In situ characterization of Ti-peroxy gel during formation on titanium surfaces in hydrogen peroxide containing solutions

Three possible functions of Ti-peroxy gel are: reduction of the inflammatory response through the reduction of hydrogen peroxide and other reactive oxygen species; creation of a favorable surface for calcium phosphate nucleation; and as a transitional layer between the compliant surrounding tissue and the stiff titanium. Traditional surface characterization techniques operate in high vacuum environments that alter the actual sample–solution interface. Our studies used techniques that allowed samples to remain in solution and be observed over time. Atomic force microscopy (AFM) force–distance curves, electrochemical impedance spectroscopy (EIS), and Raman spectroscopy were each used in situ to define kinetic and mechanical properties of Ti-peroxy gel as it formed over time on titanium during exposure to hydrogen peroxide.
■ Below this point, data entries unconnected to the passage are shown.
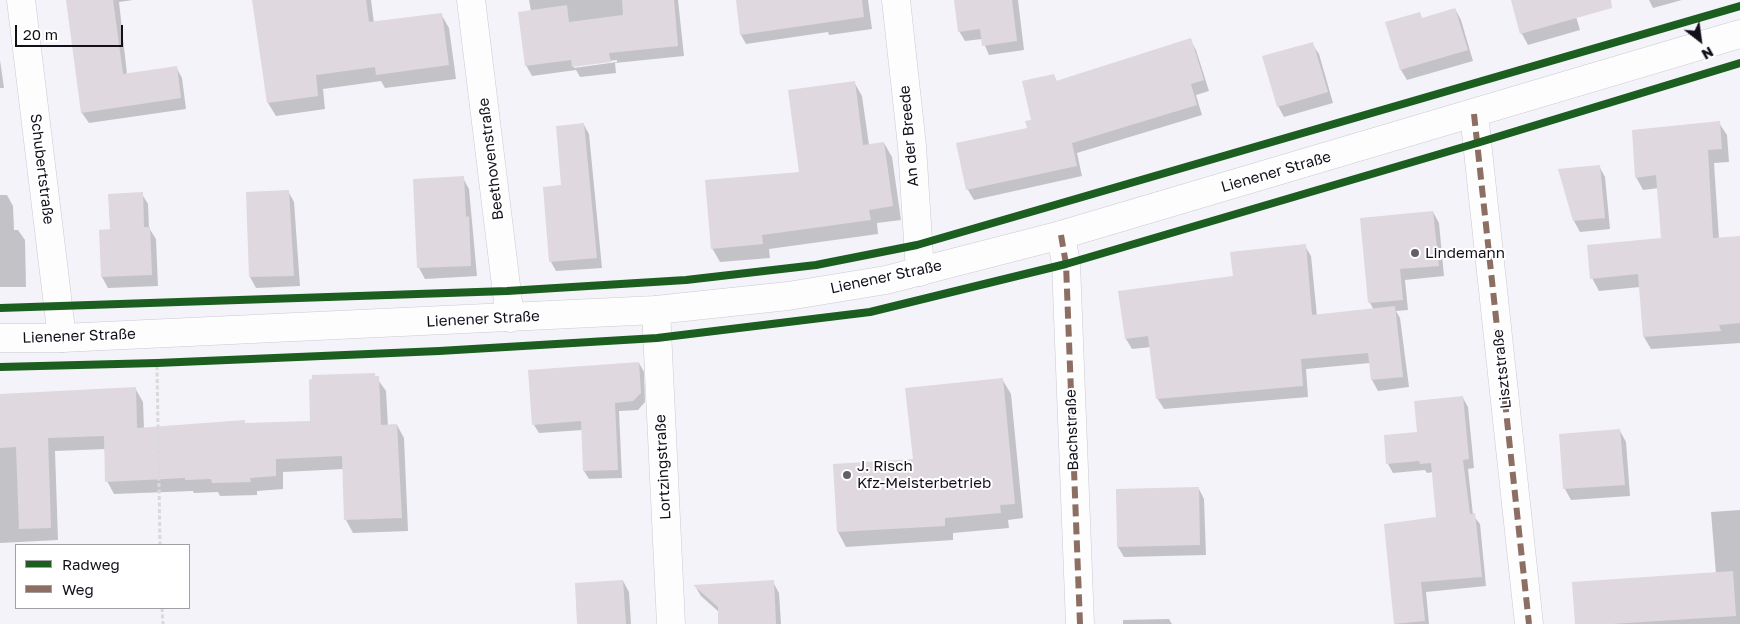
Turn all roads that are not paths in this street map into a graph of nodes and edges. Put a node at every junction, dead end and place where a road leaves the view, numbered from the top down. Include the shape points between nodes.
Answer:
1 (21, 0) edge
2 (471, 0) edge
3 (896, 0) edge
4 (1740, 34) edge
5 (1474, 114) junction
6 (1061, 236) junction
7 (920, 272) junction
8 (656, 310) junction
9 (510, 318) junction
10 (0, 338) edge
11 (62, 338) junction
12 (671, 624) edge
13 (1080, 624) edge
14 (1530, 624) edge

1 - 11 street, Schubertstraße
2 - 9 street, Beethovenstraße
3 - 7 street, An der Breede via 912,146
4 - 5 street, Lienener Straße
5 - 6 street, Lienener Straße
5 - 14 street, Lisztstraße
6 - 7 street, Lienener Straße
6 - 13 street, Bachstraße via 1066,264
7 - 8 street, Lienener Straße via 788,296
8 - 9 street, Lienener Straße
8 - 12 street, Lortzingstraße
9 - 11 street, Lienener Straße
10 - 11 street, Lienener Straße

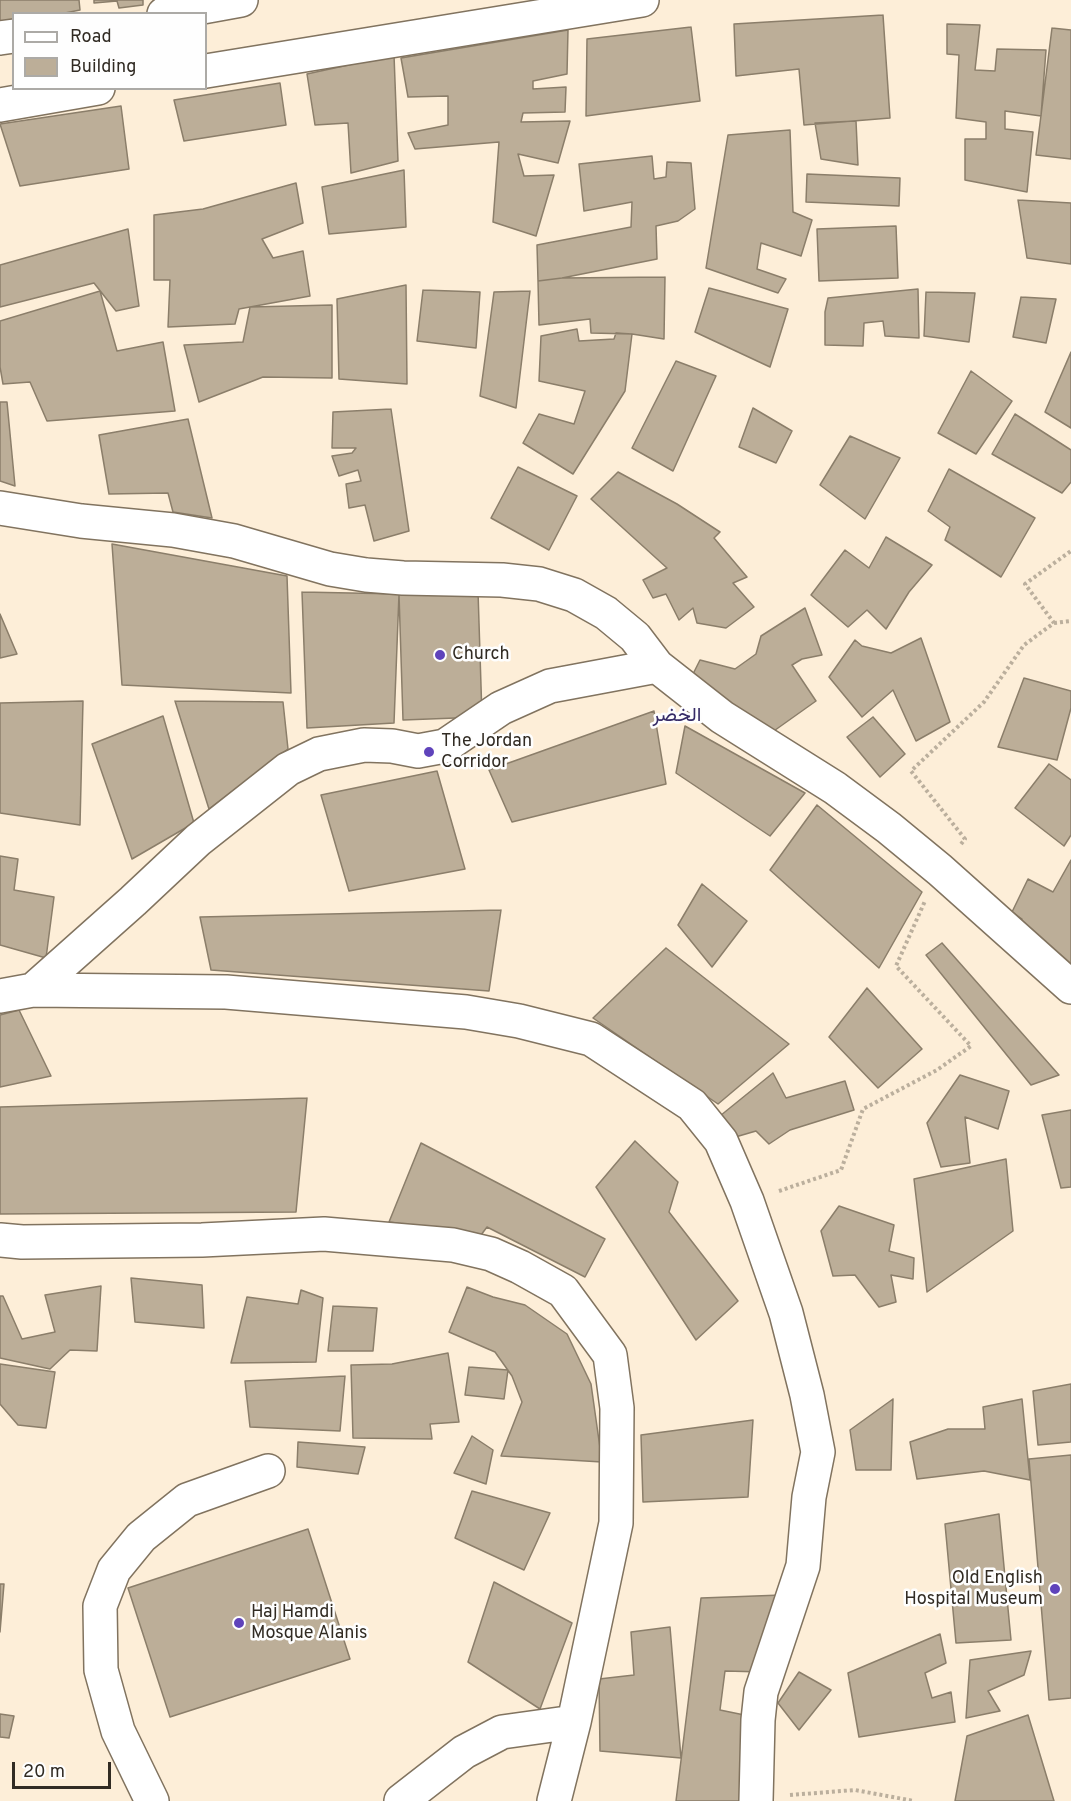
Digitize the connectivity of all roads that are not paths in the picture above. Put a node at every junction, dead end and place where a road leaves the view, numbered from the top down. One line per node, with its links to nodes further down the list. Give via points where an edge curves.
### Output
1 (242, 0): 3 (street)
2 (642, 0): 4 (street)
3 (175, 12)
4 (207, 71)
5 (86, 90): 6 (street)
6 (0, 105)
7 (0, 508): 8 (street, via 234,541 330,569 366,575 539,584 574,595 606,613 635,637)
8 (657, 666): 9 (street, via 722,717 844,794 889,828); 10 (street, via 550,686 501,708 445,746 418,751 364,745 319,754 288,769 198,840)
9 (1071, 987)
10 (33, 990): 11 (street); 15 (street, via 226,992 466,1012 519,1021 591,1039 692,1105 721,1141 747,1202 786,1313 818,1452 809,1497 803,1566 761,1692)
11 (0, 996)
12 (0, 1240): 14 (street, via 202,1240 324,1234 453,1245 491,1254 563,1291 610,1355 617,1407 616,1523)
13 (268, 1472): 16 (street, via 187,1500 141,1538 114,1570 100,1606 101,1670 118,1731)
14 (574, 1722): 17 (street, via 502,1732 464,1752); 18 (street)
15 (756, 1799)
16 (152, 1801)
17 (401, 1801)
18 (554, 1801)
Our studies enabled us to monitor real-time changes in the native oxide layer on titanium in hydrogen peroxide containing solution, including the formation of a Ti-peroxy gel layer above the native oxide. Peaks attributed to Ti-peroxy gel were seen to emerge over the course of several hours using in situ Raman spectroscopy. Force–distance curves suggest a layer that thickens with time on the titanium sample surface. EIS data showed that changes in the surface layers could be monitored in solution over time.